[Records from a data collection]
= = =

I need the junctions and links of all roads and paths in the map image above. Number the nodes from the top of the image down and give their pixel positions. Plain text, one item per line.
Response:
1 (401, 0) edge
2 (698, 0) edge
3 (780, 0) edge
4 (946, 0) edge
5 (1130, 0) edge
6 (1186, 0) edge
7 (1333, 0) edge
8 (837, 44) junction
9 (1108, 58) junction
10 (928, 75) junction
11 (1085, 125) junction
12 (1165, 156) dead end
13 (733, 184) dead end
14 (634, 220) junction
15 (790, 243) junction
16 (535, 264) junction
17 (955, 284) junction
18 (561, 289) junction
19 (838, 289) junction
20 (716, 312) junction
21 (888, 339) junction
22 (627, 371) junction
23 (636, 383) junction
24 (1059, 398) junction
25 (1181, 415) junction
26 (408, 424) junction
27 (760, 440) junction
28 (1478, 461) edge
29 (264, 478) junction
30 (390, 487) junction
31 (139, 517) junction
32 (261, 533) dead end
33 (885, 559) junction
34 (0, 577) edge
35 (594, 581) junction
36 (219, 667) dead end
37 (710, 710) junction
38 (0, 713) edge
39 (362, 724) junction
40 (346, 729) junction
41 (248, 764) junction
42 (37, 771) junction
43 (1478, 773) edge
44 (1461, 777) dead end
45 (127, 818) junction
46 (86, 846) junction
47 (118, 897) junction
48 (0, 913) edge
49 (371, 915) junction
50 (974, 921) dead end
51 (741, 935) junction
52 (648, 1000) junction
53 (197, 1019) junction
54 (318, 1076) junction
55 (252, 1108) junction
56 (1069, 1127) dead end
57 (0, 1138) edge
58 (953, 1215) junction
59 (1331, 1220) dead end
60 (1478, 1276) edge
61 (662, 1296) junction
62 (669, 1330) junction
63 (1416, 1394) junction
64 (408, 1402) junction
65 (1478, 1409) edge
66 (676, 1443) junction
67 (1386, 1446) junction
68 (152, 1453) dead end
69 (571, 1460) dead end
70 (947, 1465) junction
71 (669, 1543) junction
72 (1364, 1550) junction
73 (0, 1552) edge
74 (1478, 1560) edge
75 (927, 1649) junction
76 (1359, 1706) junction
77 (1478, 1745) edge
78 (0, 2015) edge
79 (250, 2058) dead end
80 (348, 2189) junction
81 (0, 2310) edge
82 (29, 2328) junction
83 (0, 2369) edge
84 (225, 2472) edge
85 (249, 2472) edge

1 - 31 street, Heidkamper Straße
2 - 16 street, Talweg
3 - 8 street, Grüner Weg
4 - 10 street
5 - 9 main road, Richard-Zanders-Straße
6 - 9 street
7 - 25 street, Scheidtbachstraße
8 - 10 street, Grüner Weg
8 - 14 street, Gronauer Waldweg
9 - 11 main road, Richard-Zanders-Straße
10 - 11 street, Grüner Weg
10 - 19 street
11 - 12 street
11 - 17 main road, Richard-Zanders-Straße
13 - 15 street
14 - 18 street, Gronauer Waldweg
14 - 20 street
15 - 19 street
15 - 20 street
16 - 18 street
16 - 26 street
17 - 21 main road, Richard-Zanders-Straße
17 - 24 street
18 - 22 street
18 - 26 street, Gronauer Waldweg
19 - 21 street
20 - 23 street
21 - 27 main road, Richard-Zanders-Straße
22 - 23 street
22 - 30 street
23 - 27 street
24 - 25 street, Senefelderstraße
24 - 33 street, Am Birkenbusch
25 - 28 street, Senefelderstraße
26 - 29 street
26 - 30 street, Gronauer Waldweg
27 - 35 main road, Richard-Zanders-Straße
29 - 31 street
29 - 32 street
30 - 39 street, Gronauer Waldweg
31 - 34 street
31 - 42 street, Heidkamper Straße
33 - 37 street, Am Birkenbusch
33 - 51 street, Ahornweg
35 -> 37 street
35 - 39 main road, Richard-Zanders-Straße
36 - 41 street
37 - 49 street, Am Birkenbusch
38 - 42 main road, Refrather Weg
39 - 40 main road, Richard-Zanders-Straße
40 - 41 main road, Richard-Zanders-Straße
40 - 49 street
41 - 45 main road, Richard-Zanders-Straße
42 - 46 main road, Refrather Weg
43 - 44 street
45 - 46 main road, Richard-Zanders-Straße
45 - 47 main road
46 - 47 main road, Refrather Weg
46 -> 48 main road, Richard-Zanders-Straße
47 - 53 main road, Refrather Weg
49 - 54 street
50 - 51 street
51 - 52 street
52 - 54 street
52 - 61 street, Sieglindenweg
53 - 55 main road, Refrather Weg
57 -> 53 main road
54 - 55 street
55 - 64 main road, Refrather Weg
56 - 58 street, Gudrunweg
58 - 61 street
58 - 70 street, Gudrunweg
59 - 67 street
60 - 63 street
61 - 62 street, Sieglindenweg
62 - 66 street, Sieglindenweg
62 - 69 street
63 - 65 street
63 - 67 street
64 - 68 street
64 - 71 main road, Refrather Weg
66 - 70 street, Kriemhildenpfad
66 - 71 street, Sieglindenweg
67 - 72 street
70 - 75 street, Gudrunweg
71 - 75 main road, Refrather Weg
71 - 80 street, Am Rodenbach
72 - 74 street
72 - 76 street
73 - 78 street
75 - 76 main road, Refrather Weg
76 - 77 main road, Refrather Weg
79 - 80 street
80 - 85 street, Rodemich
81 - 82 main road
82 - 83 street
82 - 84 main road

= = =

WORK TO BE COMPLETED: Show every line above in which the word "Sieglindenweg" is found.

TASK SOLUTION:
52 - 61 street, Sieglindenweg
61 - 62 street, Sieglindenweg
62 - 66 street, Sieglindenweg
66 - 71 street, Sieglindenweg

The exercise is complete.